To run this test, follow these steps:

1) use the windows executables unzipped in step 1 of Test 1 (SanXoT.zip).

2) download the files for the unit test, SanXoT_test3.zip. This contains:

  • all the files generated in Test 1 and Test 2
  • the tab-separated text file SB_Homo_19dic-2017.txt (a set of data downloaded from DAVID)
  • the commands_test3.bat.

3) remember to change the following lines in the command_test3.bat file, as in step 3 for Test 1 and Test 2:

set unit=D:
set programFolder="D:\SSP"
set workingFolder="D:\SanXoT_test3"

Additionally, if you want to get the similarity graph the category clustering algorithm (Sanson), you will need:

  • to have installed Graphviz (an open source external software, which includes the interpreter for the [1] DOT language, used by Sanson to generate the graphs for the clusters)
  • from the program folder, modify the dot.ini file changing the following line to include the path to the bin-folder of Graphviz, which could be different for each user:
dotlocation = C:\Program Files (x86)\Graphviz2.36\bin

4) execute the commands_test3.bat file (do the same as in step 4 in Test 1).

5) wait until it finishes. This test should take 10-20 seconds (for a regular PC with 64-bit Windows 10, 3.4 GHz, 32 GB RAM).

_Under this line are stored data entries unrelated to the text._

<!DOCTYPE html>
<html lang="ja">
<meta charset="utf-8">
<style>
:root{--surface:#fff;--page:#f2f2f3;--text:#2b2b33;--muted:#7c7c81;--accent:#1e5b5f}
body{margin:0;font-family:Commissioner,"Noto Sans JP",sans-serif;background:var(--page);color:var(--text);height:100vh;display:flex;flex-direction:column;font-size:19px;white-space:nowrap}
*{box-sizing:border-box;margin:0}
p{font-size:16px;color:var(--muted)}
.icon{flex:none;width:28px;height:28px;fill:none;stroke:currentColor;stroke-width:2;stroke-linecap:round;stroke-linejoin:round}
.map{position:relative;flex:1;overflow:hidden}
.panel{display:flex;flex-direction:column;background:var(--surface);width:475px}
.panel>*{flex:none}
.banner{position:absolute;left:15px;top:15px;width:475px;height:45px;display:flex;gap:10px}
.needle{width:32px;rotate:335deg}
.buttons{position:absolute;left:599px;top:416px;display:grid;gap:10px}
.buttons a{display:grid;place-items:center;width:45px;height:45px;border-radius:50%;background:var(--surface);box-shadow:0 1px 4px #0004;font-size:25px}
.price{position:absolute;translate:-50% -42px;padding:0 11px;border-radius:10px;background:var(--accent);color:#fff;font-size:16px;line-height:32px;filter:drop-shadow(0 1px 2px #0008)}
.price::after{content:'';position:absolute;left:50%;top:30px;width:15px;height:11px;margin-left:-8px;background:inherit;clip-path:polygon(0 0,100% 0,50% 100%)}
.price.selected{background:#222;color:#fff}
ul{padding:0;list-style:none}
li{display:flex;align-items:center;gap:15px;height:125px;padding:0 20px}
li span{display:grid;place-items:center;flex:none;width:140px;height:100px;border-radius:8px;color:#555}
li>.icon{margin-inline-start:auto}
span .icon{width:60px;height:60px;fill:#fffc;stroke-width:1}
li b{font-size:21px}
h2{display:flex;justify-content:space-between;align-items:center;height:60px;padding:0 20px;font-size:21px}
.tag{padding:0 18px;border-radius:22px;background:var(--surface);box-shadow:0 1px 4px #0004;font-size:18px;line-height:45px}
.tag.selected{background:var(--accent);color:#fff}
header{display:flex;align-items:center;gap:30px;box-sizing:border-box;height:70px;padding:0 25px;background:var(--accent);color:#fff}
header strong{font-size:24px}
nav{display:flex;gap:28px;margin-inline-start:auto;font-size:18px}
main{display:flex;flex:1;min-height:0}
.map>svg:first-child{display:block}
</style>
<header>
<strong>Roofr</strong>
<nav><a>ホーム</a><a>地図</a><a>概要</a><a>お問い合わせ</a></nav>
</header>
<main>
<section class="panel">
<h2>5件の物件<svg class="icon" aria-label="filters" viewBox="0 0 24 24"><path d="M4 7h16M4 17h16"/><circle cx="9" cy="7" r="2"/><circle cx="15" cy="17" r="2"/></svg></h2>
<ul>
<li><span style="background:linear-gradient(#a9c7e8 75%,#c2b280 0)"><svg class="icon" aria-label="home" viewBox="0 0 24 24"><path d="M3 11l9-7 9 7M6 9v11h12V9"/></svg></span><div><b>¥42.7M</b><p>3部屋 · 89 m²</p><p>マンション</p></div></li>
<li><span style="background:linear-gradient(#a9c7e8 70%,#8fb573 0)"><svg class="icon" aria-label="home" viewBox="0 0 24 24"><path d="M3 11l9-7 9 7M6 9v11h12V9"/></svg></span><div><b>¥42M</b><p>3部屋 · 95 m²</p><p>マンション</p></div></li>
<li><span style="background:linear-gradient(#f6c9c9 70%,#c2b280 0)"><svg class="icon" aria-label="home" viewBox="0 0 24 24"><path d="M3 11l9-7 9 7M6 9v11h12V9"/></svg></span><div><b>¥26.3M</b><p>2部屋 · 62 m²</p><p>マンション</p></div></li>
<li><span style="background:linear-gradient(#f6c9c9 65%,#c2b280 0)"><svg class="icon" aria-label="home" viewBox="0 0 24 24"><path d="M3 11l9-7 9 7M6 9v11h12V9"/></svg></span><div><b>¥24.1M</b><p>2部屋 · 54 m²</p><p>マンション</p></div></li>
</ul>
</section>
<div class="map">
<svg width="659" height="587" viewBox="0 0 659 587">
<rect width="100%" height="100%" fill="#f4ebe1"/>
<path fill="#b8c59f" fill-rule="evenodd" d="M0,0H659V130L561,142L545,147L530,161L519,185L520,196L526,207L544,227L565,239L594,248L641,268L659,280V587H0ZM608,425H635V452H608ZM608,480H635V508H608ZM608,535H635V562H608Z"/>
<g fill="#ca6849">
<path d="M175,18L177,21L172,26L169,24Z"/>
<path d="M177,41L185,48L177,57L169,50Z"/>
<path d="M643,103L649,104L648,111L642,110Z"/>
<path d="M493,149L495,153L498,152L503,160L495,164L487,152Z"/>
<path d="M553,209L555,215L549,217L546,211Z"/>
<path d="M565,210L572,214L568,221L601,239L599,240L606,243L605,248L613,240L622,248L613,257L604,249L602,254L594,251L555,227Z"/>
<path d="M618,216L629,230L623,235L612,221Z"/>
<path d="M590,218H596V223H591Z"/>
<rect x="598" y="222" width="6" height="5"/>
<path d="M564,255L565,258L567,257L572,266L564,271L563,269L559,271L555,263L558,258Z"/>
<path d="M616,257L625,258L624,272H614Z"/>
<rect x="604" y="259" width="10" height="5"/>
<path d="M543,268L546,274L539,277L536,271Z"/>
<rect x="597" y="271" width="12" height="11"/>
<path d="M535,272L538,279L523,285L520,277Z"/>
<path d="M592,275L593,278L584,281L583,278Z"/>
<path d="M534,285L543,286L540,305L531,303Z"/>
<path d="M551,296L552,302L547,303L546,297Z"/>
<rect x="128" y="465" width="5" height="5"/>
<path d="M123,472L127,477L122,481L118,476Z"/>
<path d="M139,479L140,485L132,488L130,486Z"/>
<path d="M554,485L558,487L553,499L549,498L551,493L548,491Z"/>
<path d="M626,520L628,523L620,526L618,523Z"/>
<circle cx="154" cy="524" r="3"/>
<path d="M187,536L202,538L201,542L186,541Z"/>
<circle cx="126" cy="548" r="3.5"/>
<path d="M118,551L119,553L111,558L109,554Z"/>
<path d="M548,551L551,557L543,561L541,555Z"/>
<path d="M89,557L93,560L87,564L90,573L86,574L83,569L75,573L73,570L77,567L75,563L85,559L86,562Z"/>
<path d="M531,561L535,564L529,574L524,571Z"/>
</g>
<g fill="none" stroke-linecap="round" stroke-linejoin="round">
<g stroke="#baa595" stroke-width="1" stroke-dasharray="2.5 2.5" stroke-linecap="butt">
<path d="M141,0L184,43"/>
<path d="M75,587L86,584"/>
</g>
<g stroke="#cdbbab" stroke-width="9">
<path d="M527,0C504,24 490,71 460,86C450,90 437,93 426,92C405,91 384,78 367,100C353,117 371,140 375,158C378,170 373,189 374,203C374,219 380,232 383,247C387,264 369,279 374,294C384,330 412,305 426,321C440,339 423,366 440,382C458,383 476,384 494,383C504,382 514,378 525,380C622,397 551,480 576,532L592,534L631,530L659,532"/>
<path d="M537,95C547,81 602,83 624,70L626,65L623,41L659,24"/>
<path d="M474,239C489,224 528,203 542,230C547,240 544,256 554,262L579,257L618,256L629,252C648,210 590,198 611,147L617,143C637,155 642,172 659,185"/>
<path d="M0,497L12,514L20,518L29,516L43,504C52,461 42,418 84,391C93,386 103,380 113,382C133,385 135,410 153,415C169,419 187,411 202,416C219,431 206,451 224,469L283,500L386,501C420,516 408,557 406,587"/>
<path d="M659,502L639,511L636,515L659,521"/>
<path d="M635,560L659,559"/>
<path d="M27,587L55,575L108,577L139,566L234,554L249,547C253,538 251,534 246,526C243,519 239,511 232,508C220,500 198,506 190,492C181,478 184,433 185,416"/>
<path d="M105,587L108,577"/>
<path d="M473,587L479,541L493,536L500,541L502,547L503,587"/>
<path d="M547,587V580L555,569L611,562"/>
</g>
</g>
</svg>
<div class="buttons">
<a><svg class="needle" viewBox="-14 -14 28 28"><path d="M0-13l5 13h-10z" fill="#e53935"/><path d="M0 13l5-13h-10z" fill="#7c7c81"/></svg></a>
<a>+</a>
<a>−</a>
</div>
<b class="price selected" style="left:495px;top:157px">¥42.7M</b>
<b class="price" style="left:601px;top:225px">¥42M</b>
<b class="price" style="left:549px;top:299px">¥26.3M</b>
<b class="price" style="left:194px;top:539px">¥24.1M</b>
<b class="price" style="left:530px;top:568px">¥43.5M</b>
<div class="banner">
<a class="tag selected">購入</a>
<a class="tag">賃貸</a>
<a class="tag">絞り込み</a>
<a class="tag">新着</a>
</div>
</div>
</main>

6) as in Test 1 and Test 2, the only files that are not identical should be the *_logFile.txt from Camacho, SanXoTSqueezer, Sanson, SanXoTGauss and the Coordinometer, as well as the *_infoFile.txt from SanXoT and SanXoTSieve. Additionally, if you use different versions of Graphviz (this test used Graphviz 2.36) you might find differences in the file sanson_simGraph.pdf (which is a pdf containing the final graph with the category clusters).

References

  1. Navarro, P., Trevisan-Herraz, M., Bonzon-Kulichenko, E., Núñez, E., Martínez-Acedo, P., Pérez-Hernández, D., Jorge, I., Mesa, R., Calvo, E., Carrascal, M., Hernáez, M.L., García, F., Bárcena, J.A., Ashman, K., Abian, J., Gil, C., Redondo, J.M. and Vázquez, J. (2014) General statistical framework for quantitative proteomics by stable isotope labeling. Journal of proteome research, 13, 1234-1247.
  2. Mateos-Hernández, L., et al. (2016) Quantitative proteomics reveals Piccolo as a candidate serological correlate of recovery from Guillain-Barré syndrome. Oncotarget, 7(46): 74582–74591.
  3. García-Marqués, F., Trevisan-Herraz, M., Martínez-Martínez, S., Camafeita, E., Jorge, I., Lopez, J.A., Méndez-Barbero, N., Méndez-Ferrer, S., del Pozo, M.A., Ibáñez, B., Andrés, V., Sánchez-Madrid, F., Redondo, J.M., Bonzon-Kulichenko, E. and Vázquez, J. (2016) A novel systems-biology algorithm for the analysis of coordinated protein responses using quantitative proteomics. Molecular & Cellular Proteomics, 15(5):1740-60.